Denn das Liebesgetändel der nach Neapel geflüchteten Paare findet als Traum Aljoschas und Sonjas statt, noch vor der Intrige des Großfürsten, wird mit dieser verzahnt und führt nach den üblichen Liebes-Turbulenzen samt Verzeihung direkt zum Ende, in dem der Zar nicht eines natürlichen Todes gestorben, sondern einem Attentat zum Opfer gefallen ist.
Aljoscha bittet Sonja, an seiner Seite den Weg weiter zu gehen – aber „warum hat jeder Frühling ach nur einen Mai...“ Da ist Isabella Gregor im Verein mit dem kompetenten Bewahrer der Originalpartitur am Pult, Marius Burkert, die Ehrenrettung einer oft allzu rührseligen Geschichte gelungen. Die sehr gestrafften Sprechszenen führen zu einem grandiosen, fast durchkomponierten Opernfinale und zu glaubhaften Konstellationen im Geflecht der Beziehungen, die direkt ins Herz treffen. Und dies geschieht nahezu ohne Eingriffe in die Musik, denn die ist, wie immer bei Lehár, ohnehin ehrlich und tief empfunden.
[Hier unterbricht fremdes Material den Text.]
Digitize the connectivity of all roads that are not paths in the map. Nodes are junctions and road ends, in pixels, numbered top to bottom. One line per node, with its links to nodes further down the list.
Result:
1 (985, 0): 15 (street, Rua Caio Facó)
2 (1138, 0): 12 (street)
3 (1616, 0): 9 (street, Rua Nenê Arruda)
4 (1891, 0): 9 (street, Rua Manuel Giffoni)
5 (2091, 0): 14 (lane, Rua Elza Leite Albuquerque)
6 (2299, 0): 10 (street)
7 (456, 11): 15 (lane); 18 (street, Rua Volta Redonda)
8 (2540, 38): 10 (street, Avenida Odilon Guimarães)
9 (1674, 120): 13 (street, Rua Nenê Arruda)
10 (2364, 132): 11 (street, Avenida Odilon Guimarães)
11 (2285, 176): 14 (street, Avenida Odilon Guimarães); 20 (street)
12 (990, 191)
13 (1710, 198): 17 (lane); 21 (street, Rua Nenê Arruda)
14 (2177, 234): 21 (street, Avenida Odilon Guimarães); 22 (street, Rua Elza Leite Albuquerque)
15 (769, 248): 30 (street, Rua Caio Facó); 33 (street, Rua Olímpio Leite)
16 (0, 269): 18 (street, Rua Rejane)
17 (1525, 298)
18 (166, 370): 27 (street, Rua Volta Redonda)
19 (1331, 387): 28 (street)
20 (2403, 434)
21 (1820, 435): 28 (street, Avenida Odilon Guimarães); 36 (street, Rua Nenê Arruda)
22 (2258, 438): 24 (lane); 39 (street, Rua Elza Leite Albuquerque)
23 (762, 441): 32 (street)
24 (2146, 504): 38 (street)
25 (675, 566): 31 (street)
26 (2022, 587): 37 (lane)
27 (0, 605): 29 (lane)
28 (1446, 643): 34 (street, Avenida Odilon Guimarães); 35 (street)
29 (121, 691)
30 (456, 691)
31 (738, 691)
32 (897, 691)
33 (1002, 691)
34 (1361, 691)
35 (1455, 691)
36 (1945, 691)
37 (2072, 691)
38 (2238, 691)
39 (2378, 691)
Das Buffopaar, der bewährte Roman Martin als des Zarewitsch vifer Kammerdiener und die erfrischend agierende Thereas Dax als dessen resolute junge Ehefrau, singt mit Animo und stellt eine zweite, am Theater uralte Ebene dar – seien es Shakespeares Rüpelszenen oder Mozarts Papageno und Papagena, die einem dazu einfallen. Mascha und Iwan führen im Gegensatz zur tragischen Liebe des „edlen Paars“ eine recht offene Beziehung, die auch die Flirtabenteuer in bella Napoli überleben kann. Woselbst der bösartige Ministerpräsident sich im Traum in den Macho Bordolo verwandelt hat – Florian Stanek ist in beiden Rollen prägnant. Mitunter wird ein wenig auf die Gegenwart angespielt, auf Zustände in den Reichen Putins und Lukaschenkos. Vor allem der eigentlich weise Großfürst, dem Walter Sachers menschliche Tiefe verleiht, trägt dazu bei. Zu seiner Sentenz, dass immer die falschen jungen Ehrgeizigen Karriere machen, gemünzt auf den aalglatten Ministerpräsidenten, kann man sich was denken.
Nachzutragen ist noch, dass Bühnenbildner Toto und Kostümbildner Sven Bindseil für ein atmosphärisches Ambiente sorgten und Leon de Graaf flott choreographierte. Und dass das Ischler Orchester zu Recht den Namen Franz Lehárs trägt, so mitteilsam, transparent und bewegend wird unter Marius Burkerts kapellmeisterlicher Souveränität diese als Operette getarnte, prachtvolle Opernpartitur musiziert. Großer Jubel des Publikums für alle Mitwirkenden.